Pfiffe und Revolutions-Protest Irans Trainer regt sich über eigene Fans auf
22.11.2022, 11:41 Uhr
Queiroz konzentrierte sich zeitweise nicht aufs Spiel.
(Foto: AP)
Die iranischen Fußball-Nationalspieler setzen bei der WM in Katar ein Zeichen, sie solidarisieren sich mit den Frauen in ihrer Heimat. Mut beweisen auch einige Fans, Frauen mit offenen Haaren oder Fans mit der alten, persischen Flagge sind zu sehen. Doch der Protest passt dem Nationaltrainer gar nicht.
Irans Nationaltrainer Carlos Queiroz hat Teile der Fans nach der 2:6-Niederlage gegen England zum WM-Start kritisiert. "Wenn die Fans uns nicht unterstützen, sollen sie zu Hause bleiben", sagte der Coach in Al-Rajjan. Queiroz hatte in den Schlussminuten des WM-Auftaktspiels immer wieder wie wild mit den Armen gerudert und die Fans dazu aufgefordert, mehr Stimmung zu machen.
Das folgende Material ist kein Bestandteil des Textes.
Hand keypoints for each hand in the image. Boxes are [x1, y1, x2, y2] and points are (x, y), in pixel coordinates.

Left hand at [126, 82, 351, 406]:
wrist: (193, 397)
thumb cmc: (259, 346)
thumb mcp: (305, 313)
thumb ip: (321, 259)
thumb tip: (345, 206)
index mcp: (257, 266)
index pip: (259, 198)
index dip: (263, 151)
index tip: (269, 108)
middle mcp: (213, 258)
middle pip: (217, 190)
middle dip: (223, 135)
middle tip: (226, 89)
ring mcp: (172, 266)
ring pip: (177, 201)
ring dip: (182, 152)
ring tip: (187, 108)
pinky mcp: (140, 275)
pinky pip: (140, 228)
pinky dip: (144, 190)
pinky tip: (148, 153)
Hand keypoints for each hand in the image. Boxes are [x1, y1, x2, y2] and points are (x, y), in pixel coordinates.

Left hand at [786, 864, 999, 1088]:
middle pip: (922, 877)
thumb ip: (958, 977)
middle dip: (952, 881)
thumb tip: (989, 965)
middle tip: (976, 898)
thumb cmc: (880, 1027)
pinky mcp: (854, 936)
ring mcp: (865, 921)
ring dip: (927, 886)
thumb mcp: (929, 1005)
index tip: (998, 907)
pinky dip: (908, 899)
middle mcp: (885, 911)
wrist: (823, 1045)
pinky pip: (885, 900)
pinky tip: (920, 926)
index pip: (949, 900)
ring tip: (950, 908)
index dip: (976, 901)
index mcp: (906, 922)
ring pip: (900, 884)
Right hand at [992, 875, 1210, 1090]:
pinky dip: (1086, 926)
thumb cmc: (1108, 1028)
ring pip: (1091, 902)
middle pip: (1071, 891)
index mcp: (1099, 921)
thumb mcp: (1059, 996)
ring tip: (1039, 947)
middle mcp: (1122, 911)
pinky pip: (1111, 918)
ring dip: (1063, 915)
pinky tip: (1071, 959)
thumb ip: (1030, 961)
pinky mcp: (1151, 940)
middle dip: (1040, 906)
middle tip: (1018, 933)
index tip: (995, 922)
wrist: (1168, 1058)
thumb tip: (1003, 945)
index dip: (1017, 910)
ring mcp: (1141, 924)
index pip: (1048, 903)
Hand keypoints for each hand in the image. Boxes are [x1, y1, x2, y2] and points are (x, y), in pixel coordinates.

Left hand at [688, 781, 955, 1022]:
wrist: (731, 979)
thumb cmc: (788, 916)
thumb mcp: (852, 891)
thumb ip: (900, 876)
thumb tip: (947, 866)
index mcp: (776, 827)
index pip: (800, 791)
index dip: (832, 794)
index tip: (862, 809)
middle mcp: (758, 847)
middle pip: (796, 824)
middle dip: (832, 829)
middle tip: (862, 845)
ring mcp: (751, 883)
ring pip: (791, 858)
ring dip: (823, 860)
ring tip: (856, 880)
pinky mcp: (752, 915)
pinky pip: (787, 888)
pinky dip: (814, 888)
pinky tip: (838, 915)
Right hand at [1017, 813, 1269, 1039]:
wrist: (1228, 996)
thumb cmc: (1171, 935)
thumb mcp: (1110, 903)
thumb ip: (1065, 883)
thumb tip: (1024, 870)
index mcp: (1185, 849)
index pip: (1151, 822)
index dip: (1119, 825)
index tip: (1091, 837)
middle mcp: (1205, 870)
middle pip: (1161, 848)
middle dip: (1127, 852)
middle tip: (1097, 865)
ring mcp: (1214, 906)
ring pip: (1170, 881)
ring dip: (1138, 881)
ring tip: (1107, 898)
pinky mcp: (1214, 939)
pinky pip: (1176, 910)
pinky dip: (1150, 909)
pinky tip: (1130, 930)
Zeitweise hatte der 69-Jährige das Geschehen auf dem Rasen aus den Augen verloren, weil er sich so mit den Anhängern beschäftigte.
Auf den Rängen hatten einige iranische Frauen Tränen in den Augen, in einen lauten Aufschrei mischten sich aber auch Pfiffe. Queiroz missfiel das, seine Spieler könnten sich auf der "höchsten Bühne nicht nur auf Fußball konzentrieren. Es gibt Leute, die unser Team stören wollen, mit Themen, die außerhalb des Fußballs liegen", so der Portugiese. Seine Spieler würden nur ihrem "Traum" nachgehen, "Legenden aus ihrem Land zu folgen", erzählte Queiroz. Deshalb sei er "sehr stolz", wie seine Elf trotz aller Umstände gegen England "gefightet" habe und sich mit zwei Ehrentoren "belohnt" habe.
Politische Debatten umgeben das Team um Doppel-Torschütze Mehdi Taremi. Der Tod der 22-jährigen Mahsa Amini im Polizeigewahrsam hatte diese ausgelöst, der Sicherheitsapparat reagierte mit äußerster Härte. Das Entsetzen über die vielen getöteten Demonstranten ist groß. "Jeder weiß, dass es brisante Umstände im Umfeld meiner Spieler gibt. Es ist nicht die beste Umgebung bei so einem Turnier", sagte Queiroz. Er forderte dazu auf, die Spieler, die er "meine Kids" nennt, in Ruhe Fußball spielen zu lassen. "Sie wollen einfach für ihr Land Fußball spielen, wie es alle anderen Spieler auch können. Es ist nicht korrekt, sie Dinge zu fragen, für die sie nichts können. Sie sind hier, um den Leuten in der Heimat Stolz und Freude zu geben", sagte er an die Journalisten gerichtet.
Für Sport auf höchstem Niveau habe sein Team derzeit "nicht das beste Umfeld", führte er aus: "Dinge, die geändert werden sollten, sind nicht unter unserer Kontrolle. Wir können uns nur auf die fußballerische Leistung konzentrieren. Andere Themen liegen nicht in unserer Hand." Seine Spieler hatten vor dem Auftaktspiel gegen England (2:6) die Proteste im eigenen Land unterstützt, indem sie bei der Nationalhymne demonstrativ schwiegen.
Eine Vorentscheidung in Sachen Weiterkommen sieht der Trainer nach der klaren Niederlage noch nicht. "Wir gewinnen oder lernen. Wir hatten das Privileg, viel zu lernen. Jetzt sind wir für die nächsten Spiele gegen Wales und die USA bestens vorbereitet. Für uns ist weiter alles offen, wir können nach wie vor sechs Punkte in der Gruppe holen", sagte Queiroz. Nächster Gegner sind am Freitag (11 Uhr im ntv.de-Liveticker) die USA.